Parallel to our long-term investment in servant leadership, we had been actively learning and practicing the five disciplines of a Learning Organization as taught by Peter Senge and his colleagues at M.I.T. We had been applying these concepts with clients for over a decade and joined the Society of Organizational Learning (SoL) as a way to stay current in our skill building and share from our Client work. Then it hit us. Maybe the SLLC could become an experimental "fractal" (organic learning community within SoL) to focus on exploring the practice of servant leadership. (We are currently exploring this option as we honor the consensus of members.)

TD generously opened our servant leadership classes as a lab school (on a space available basis) to the community and members of SLLC. Southwest Airlines also served as a resource. In 2000, Gary Looper (who joined AMCA primarily because of his passion for growing Learning Organizations) became Managing Director as seven member organizations formed the SLLC. Member organizations agreed to meet once a quarter on a Friday morning and rotate sites among the members. Our collective intent is to deepen our ability to serve as a Learning Community, sharing our discoveries through the global network of SoL and the international Greenleaf Centers for Servant Leadership.

Vision

We aspire to practice and improve our collective skills as a learning community centered on servant leadership. We desire to collectively increase our ability to co-create a future based on relationships of trust and respect as well as a bottom line that includes both tangible and intangible benefits for our Employees, Customers, Community and World.

Purpose

  • connecting with organizational leaders in the Dallas community who share a long-term commitment to developing leaderful cultures (by meeting as a whole group quarterly),
  • deepening our collective servant leadership and learning (by sharing resources: videos, books, articles, websites etc., introducing advanced skills, and dialoguing current challenges and successes),
  • collecting stories of servant leadership in the workplace,
  • identifying the developmental stages of s-l to guide our leadership strategies,
  • encouraging the hearts of leaders to continue the journey,
  • actively practicing the five disciplines of a learning community,
  • sharing what we learn through SoL with a broader international community,
  • exploring what it would mean to become accountable to a triple bottom line of People, Profit and Planet (sustainability)?

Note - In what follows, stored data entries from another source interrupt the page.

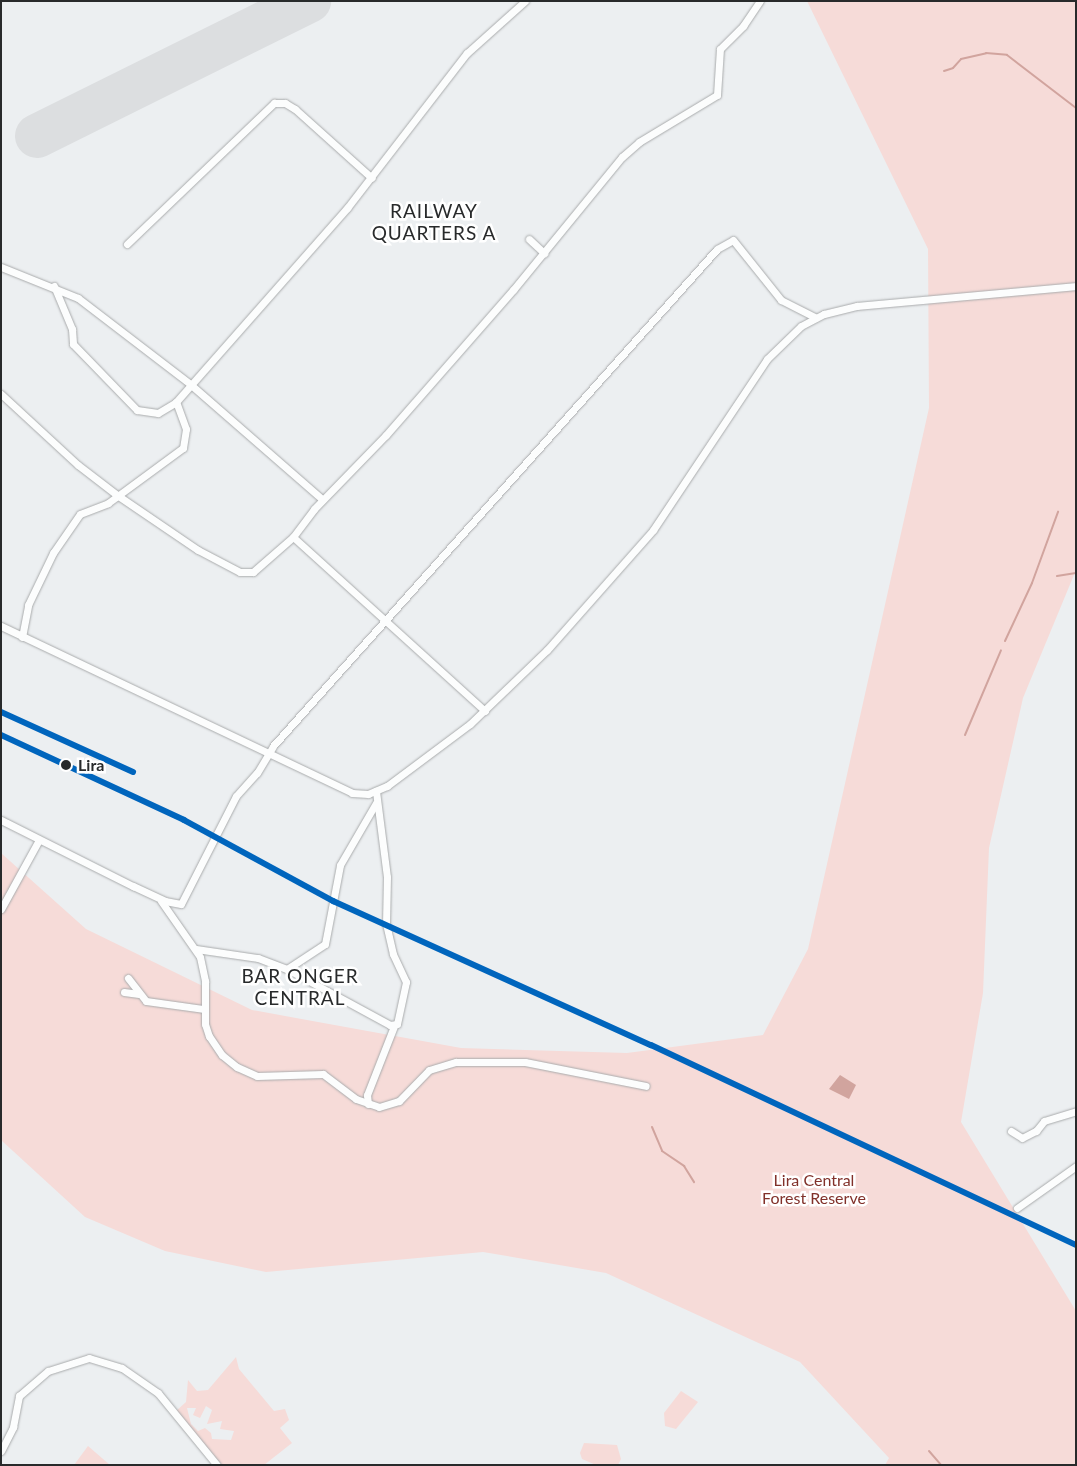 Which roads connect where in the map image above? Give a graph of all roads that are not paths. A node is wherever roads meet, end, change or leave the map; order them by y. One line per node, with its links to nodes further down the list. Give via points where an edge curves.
1 (525, 1): 3 (street, via 467,53)
2 (760, 1): 6 (street, via 743,26 720,49 717,95 628,150 589,193)
3 (372, 178): 5 (street, via 295,109 286,103 274,102); 11 (street)
4 (528, 239): 6 (street)
5 (127, 244)
6 (544, 253): 15 (street, via 386,435)
7 (1, 267): 8 (street)
8 (54, 286): 11 (street, via 78,298); 13 (street, via 72,329 73,344 137,410 158,414)
9 (1076, 286): 10 (street, via 900,300 856,306)
10 (816, 318): 17 (street, via 781,300 733,240 722,244 611,364); 20 (street, via 793,331 767,359 678,494 636,551 547,650)
11 (190, 384): 13 (street); 15 (street)
12 (1, 394): 14 (street, via 78,465)
13 (176, 402): 14 (street, via 186,429 183,448)
14 (117, 495): 16 (street, via 198,550 240,572 252,572); 19 (street, via 108,503 80,514 53,553 24,613)
15 (323, 500): 16 (street)
16 (293, 537): 17 (street)
17 (386, 620): 20 (street); 21 (street)
18 (1, 626): 19 (street)
19 (22, 636): 21 (street)
20 (485, 711): 22 (street)
21 (269, 753): 22 (street, via 352,792); 26 (street, via 257,773 236,796 185,900 173,903)
22 (376, 791): 23 (street)
23 (376, 803): 29 (street, via 340,865 325,944); 34 (street, via 387,877 386,924 393,954 406,982 399,1020)
24 (1, 820): 25 (street)
25 (39, 840): 26 (street); 27 (street)
26 (157, 897): 28 (street, via 168,907)
27 (1, 909)
28 (196, 949): 29 (street, via 258,958); 33 (street, via 205,981)
29 (287, 969): 34 (street)
30 (128, 978): 32 (street)
31 (124, 992): 32 (street)
32 (139, 994): 33 (street, via 151,1002)
33 (204, 1009): 37 (street, via 209,1036 222,1055 237,1068 257,1076 322,1074)
34 (394, 1026): 36 (street)
35 (646, 1086): 38 (street, via 525,1062 456,1062 429,1070 390,1106)
36 (367, 1095): 37 (street); 38 (street)
37 (356, 1099): 38 (street)
38 (368, 1104)
39 (1076, 1111): 40 (street, via 1044,1121 1036,1131 1022,1138)
40 (1011, 1131)
41 (1076, 1166): 42 (street)
42 (1017, 1208)
43 (1, 1451): 44 (street, via 13,1427 19,1396 48,1370 89,1358 122,1368 158,1393)
44 (217, 1465) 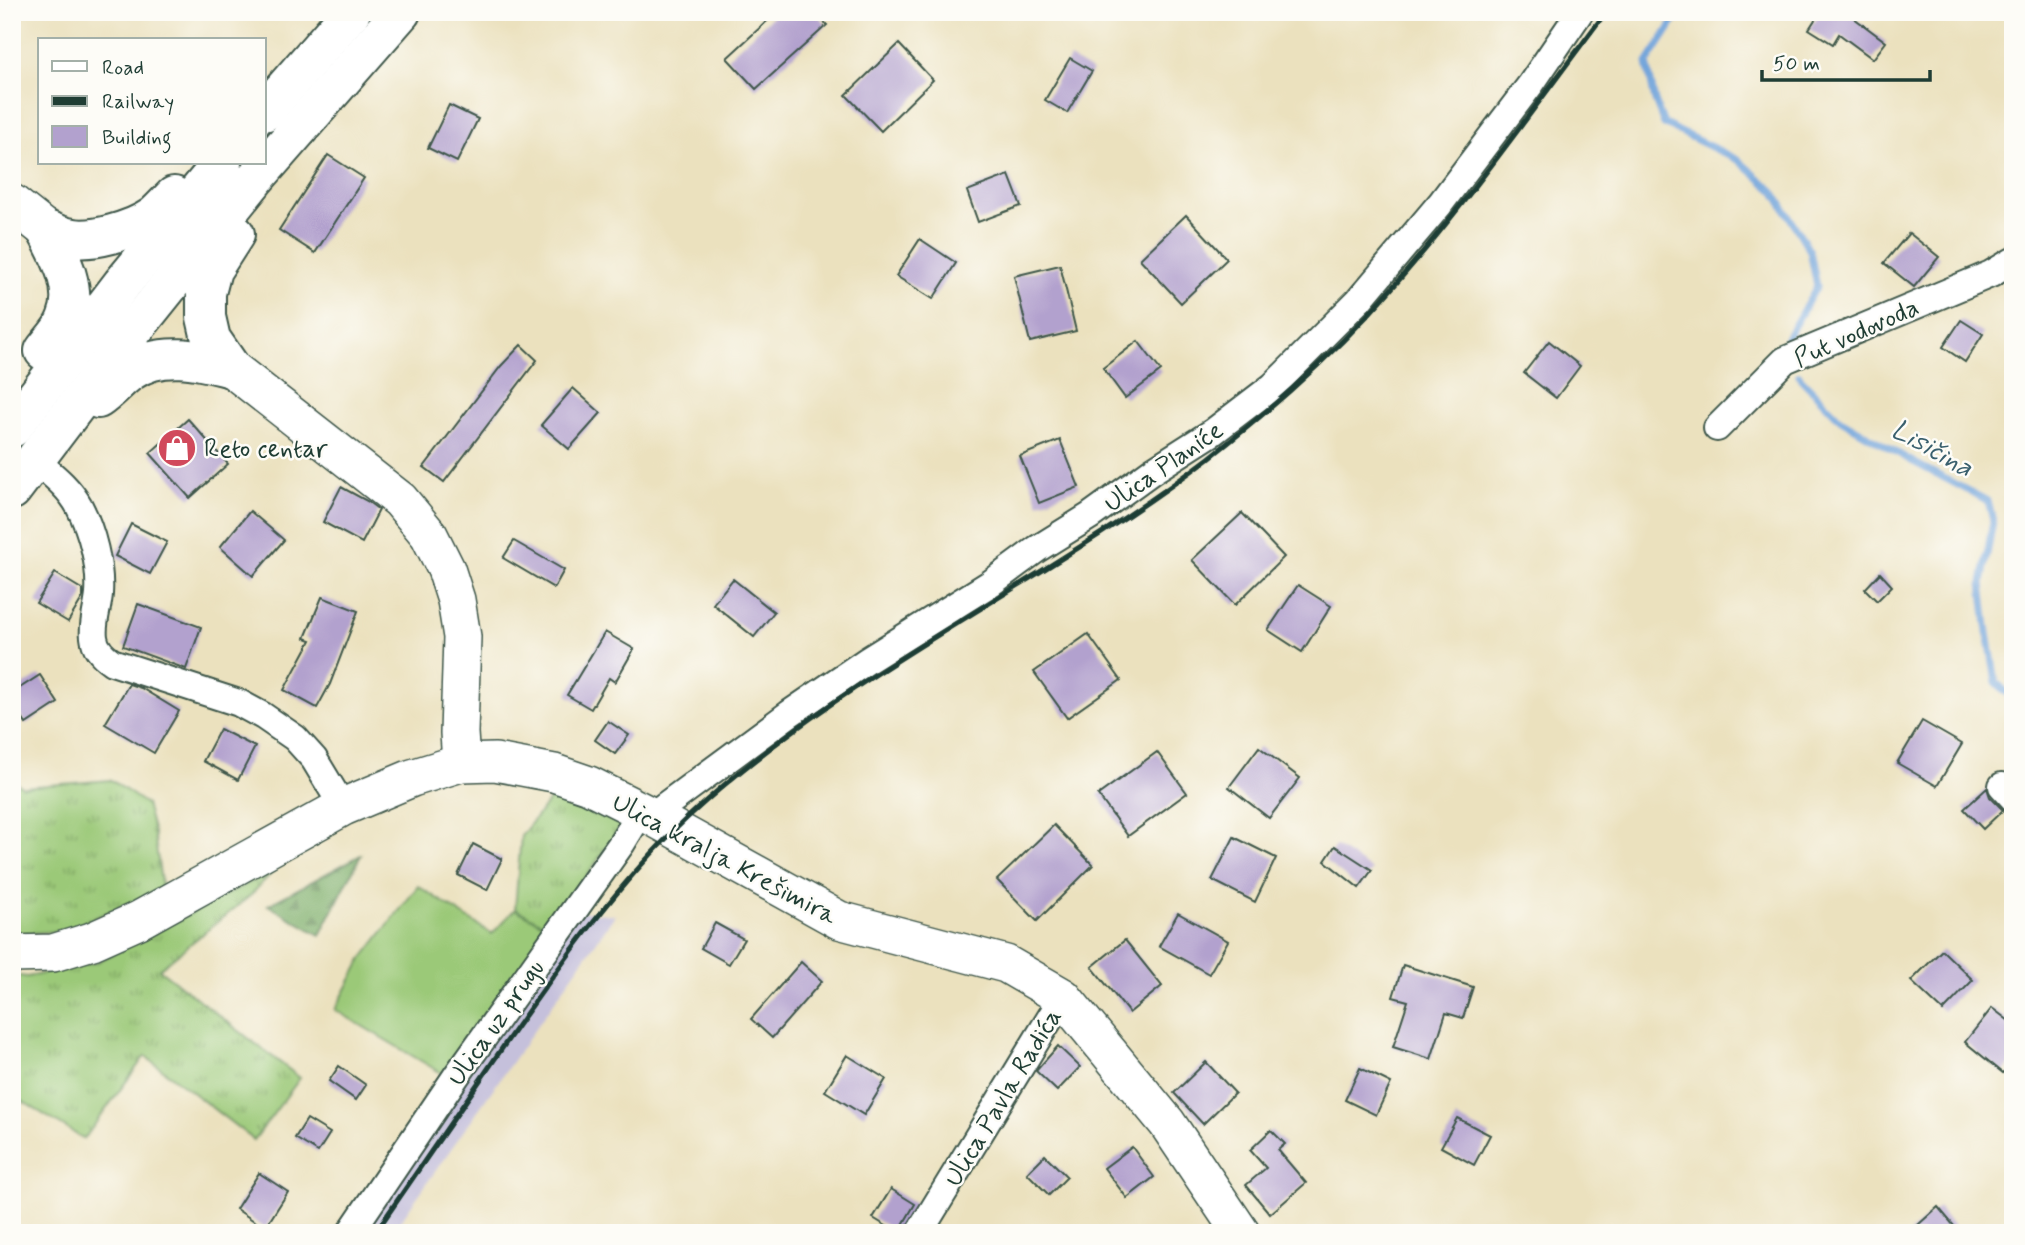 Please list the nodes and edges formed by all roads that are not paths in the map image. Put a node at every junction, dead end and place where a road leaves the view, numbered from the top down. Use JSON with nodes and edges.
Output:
{"nodes":[{"id":1,"x":351,"y":12,"type":"edge"},
{"id":2,"x":401,"y":12,"type":"edge"},
{"id":3,"x":1580,"y":12,"type":"edge"},
{"id":4,"x":266,"y":110,"type":"edge"},
{"id":5,"x":217,"y":168,"type":"edge"},
{"id":6,"x":254,"y":180,"type":"junction"},
{"id":7,"x":12,"y":203,"type":"edge"},
{"id":8,"x":46,"y":230,"type":"junction"},
{"id":9,"x":2013,"y":261,"type":"edge"},
{"id":10,"x":231,"y":369,"type":"junction"},
{"id":11,"x":68,"y":415,"type":"junction"},
{"id":12,"x":17,"y":421,"type":"edge"},
{"id":13,"x":1717,"y":428,"type":"dead end"},
{"id":14,"x":34,"y":460,"type":"junction"},
{"id":15,"x":12,"y":490,"type":"edge"},
{"id":16,"x":461,"y":763,"type":"junction"},
{"id":17,"x":343,"y":807,"type":"junction"},
{"id":18,"x":646,"y":814,"type":"junction"},
{"id":19,"x":12,"y":954,"type":"edge"},
{"id":20,"x":1063,"y":998,"type":"junction"},
{"id":21,"x":350,"y":1233,"type":"edge"},
{"id":22,"x":919,"y":1233,"type":"edge"},
{"id":23,"x":1241,"y":1233,"type":"edge"}],
"edges":[{"from":1,"to":4,"type":"main road"},
{"from":2,"to":6,"type":"main road"},
{"from":3,"to":18,"type":"street","name":"Ulica Planiće"},
{"from":5,"to":8,"type":"main road"},
{"from":5,"to":12,"type":"main road"},
{"from":6,"to":10,"type":"main road"},
{"from":6,"to":11,"type":"main road"},
{"from":7,"to":8,"type":"street"},
{"from":8,"to":12,"type":"main road"},
{"from":9,"to":13,"type":"street","name":"Put vodovoda"},
{"from":10,"to":11,"type":"main road"},
{"from":10,"to":16,"type":"street"},
{"from":11,"to":14,"type":"main road"},
{"from":14,"to":15,"type":"main road"},
{"from":14,"to":17,"type":"street"},
{"from":16,"to":17,"type":"street","name":"Ulica kralja Krešimira"},
{"from":16,"to":18,"type":"street","name":"Ulica kralja Krešimira"},
{"from":17,"to":19,"type":"street","name":"Ulica kralja Krešimira"},
{"from":18,"to":20,"type":"street","name":"Ulica kralja Krešimira"},
{"from":18,"to":21,"type":"street","name":"Ulica uz prugu"},
{"from":20,"to":22,"type":"street","name":"Ulica Pavla Radića"},
{"from":20,"to":23,"type":"street","name":"Ulica kralja Krešimira"}]} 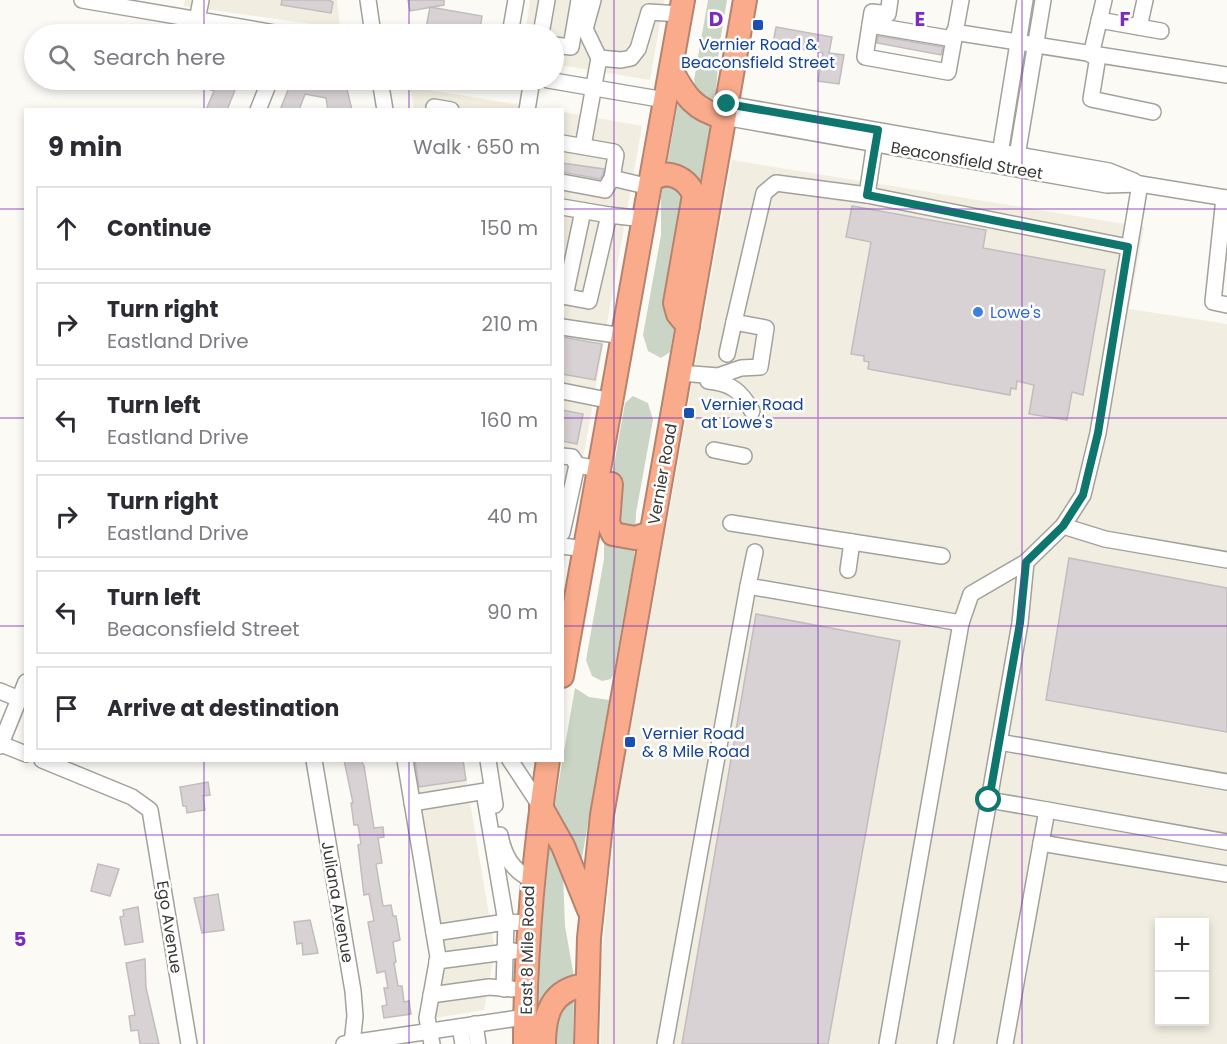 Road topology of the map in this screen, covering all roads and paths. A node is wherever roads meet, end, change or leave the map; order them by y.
1 (82, 0) edge
2 (201, 0) edge
3 (368, 0) edge
4 (516, 0) edge
5 (547, 0) edge
6 (579, 0) edge
7 (593, 0) edge
8 (745, 0) edge
9 (890, 0) edge
10 (961, 0) edge
11 (1025, 0) edge
12 (1043, 0) edge
13 (1104, 0) edge
14 (1145, 0) edge
15 (647, 6) edge
16 (682, 7) edge
17 (197, 20) junction
18 (1099, 20) junction
19 (221, 24) edge
20 (372, 24) edge
21 (512, 24) edge
22 (543, 24) edge
23 (870, 25) junction
24 (1140, 27) junction
25 (1161, 31) dead end
26 (954, 35) junction
27 (1018, 41) junction
28 (1035, 44) junction
29 (564, 46) edge
30 (1094, 55) junction
31 (599, 58) junction
32 (671, 69) junction
33 (1227, 75) edge
34 (564, 82) edge
35 (594, 87) junction
36 (266, 90) edge
37 (382, 90) edge
38 (530, 90) edge
39 (665, 100) junction
40 (259, 108) edge
41 (385, 108) edge
42 (527, 108) edge
43 (726, 110) junction
44 (1153, 112) dead end
45 (876, 136) junction
46 (564, 143) edge
47 (583, 146) junction
48 (999, 158) junction
49 (1016, 161) junction
50 (612, 178) junction
51 (564, 182) edge
52 (650, 184) junction
53 (1140, 184) junction
54 (867, 195) junction
55 (1226, 198) edge
56 (564, 207) edge
57 (583, 211) junction
58 (609, 215) junction
59 (644, 219) junction
60 (1128, 247) junction
61 (564, 296) edge
62 (1227, 304) edge
63 (734, 322) junction
64 (688, 326) junction
65 (564, 327) edge
66 (624, 336) junction
67 (727, 354) dead end
68 (680, 373) junction
69 (564, 391) edge
70 (614, 394) junction
71 (752, 411) dead end
72 (714, 450) dead end
73 (564, 456) edge
74 (744, 456) dead end
75 (577, 465) junction
76 (600, 470) junction
77 (564, 514) edge
78 (730, 524) dead end
79 (1063, 526) junction
80 (651, 533) junction
81 (852, 542) junction
82 (574, 547) edge
83 (755, 552) dead end
84 (942, 556) dead end
85 (1227, 560) edge
86 (1026, 562) junction
87 (848, 570) dead end
88 (748, 586) junction
89 (961, 623) junction
90 (566, 641) edge
91 (564, 658) edge
92 (24, 687) edge
93 (0, 691) edge
94 (19, 699) junction
95 (999, 742) junction
96 (0, 745) edge
97 (24, 753) edge
98 (47, 762) edge
99 (314, 762) edge
100 (405, 762) edge
101 (488, 762) edge
102 (511, 762) edge
103 (548, 762) edge
104 (1227, 782) edge
105 (488, 791) junction
106 (989, 800) junction
107 (412, 803) junction
108 (541, 807) junction
109 (1047, 810) junction
110 (1227, 842) edge
111 (1041, 843) junction
112 (1227, 874) edge
113 (532, 880) junction
114 (591, 914) junction
115 (517, 922) junction
116 (434, 933) junction
117 (516, 951) junction
118 (437, 961) junction
119 (586, 985) junction
120 (514, 989) junction
121 (431, 995) junction
122 (525, 1017) junction
123 (467, 1025) junction
124 (431, 1038) edge
125 (189, 1044) edge
126 (349, 1044) edge
127 (463, 1044) edge
128 (478, 1044) edge
129 (525, 1044) edge
130 (544, 1044) edge
131 (586, 1044) edge
132 (664, 1044) edge
133 (886, 1044) edge
134 (945, 1044) edge
135 (1005, 1044) edge

1 - 17 street
2 - 17 street
3 - 20 street
4 - 21 street
5 - 22 street
6 - 29 street
7 - 31 street
8 - 43 highway, Vernier Road
9 - 23 street
10 - 26 street
11 - 27 street
12 - 28 street
13 - 18 street
14 - 24 street
15 - 16 street
15 - 31 street
16 - 32 highway
17 - 19 street
18 - 24 street
18 - 30 street
23 - 26 street
23 - 26 street
24 - 25 street
26 - 27 street
27 - 28 street
27 - 48 street
28 - 30 street
28 - 49 street
30 - 33 street
30 - 44 street
31 - 35 street
32 - 39 highway
32 - 43 highway
34 - 35 street
35 - 39 street
35 - 47 street
36 - 40 street
37 - 41 street
38 - 42 street
39 - 52 highway
43 - 45 street, Beaconsfield Street
43 - 64 highway, Vernier Road
45 - 48 street, Beaconsfield Street
45 - 54 street
46 - 47 street
47 - 50 street
48 - 49 street, Beaconsfield Street
49 - 53 street, Beaconsfield Street
50 - 51 street
50 - 52 street
52 - 59 highway
52 - 64 highway
53 - 55 street, Beaconsfield Street
53 - 60 street
54 - 60 street
54 - 63 street
55 - 62 street
56 - 57 street
57 - 58 street
57 - 61 street
58 - 59 street
58 - 61 street
59 - 66 highway
60 - 79 street
63 - 67 street
63 - 68 street
64 - 68 highway, Vernier Road
65 - 66 street
66 - 70 highway
68 - 71 street
68 - 80 highway, Vernier Road
69 - 70 street
70 - 76 highway
70 - 80 highway
72 - 74 street
73 - 75 street
75 - 76 street
75 - 77 street
76 - 82 highway
78 - 81 street
79 - 85 street
79 - 86 street
80 - 114 highway, Vernier Road
81 - 84 street
81 - 87 street
82 - 90 highway
83 - 88 street
86 - 89 street
86 - 95 street
88 - 89 street
88 - 132 street
89 - 133 street
90 - 91 highway
92 - 94 street
93 - 94 street
94 - 96 street
95 - 104 street
95 - 106 street
96 - 97 street
98 - 125 street, Ego Avenue
99 - 126 street, Juliana Avenue
100 - 107 street
101 - 105 street, East 8 Mile Road
102 - 108 street
103 - 108 highway
105 - 107 street
105 - 113 street, East 8 Mile Road
105 - 115 street
106 - 109 street
106 - 134 street
107 - 116 street
108 - 113 highway
108 - 114 highway
109 - 110 street
109 - 111 street
111 - 112 street
111 - 135 street
113 - 115 highway, East 8 Mile Road
114 - 119 highway
115 - 116 street
115 - 117 highway, East 8 Mile Road
116 - 118 street
117 - 118 street
117 - 120 highway, East 8 Mile Road
118 - 121 street
119 - 130 highway
119 - 131 highway
120 - 121 street
120 - 122 highway, East 8 Mile Road
121 - 124 street
122 - 123 street
122 - 129 highway, East 8 Mile Road
123 - 124 street
123 - 127 street
123 - 128 street
124 - 126 street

The following are some strategic questions we continue to explore in dialogue:

  1. Can we leverage stages of development in the long-term growth of a leaderful culture so that those organizations new to this transformation can move more effectively on this journey? (Can a 30-year transformation happen more quickly the second time around?)
  2. Are there practices, tools and lessons learned we can share for mutual gain?
  3. Can we improve the impact of personal and team awareness and transformation by reflecting together to discern patterns and insights we might not pick up separately?
  4. Can we share resources and influences to deepen and strengthen the impact across organizations?

We are finding good evidence that these all hold promise.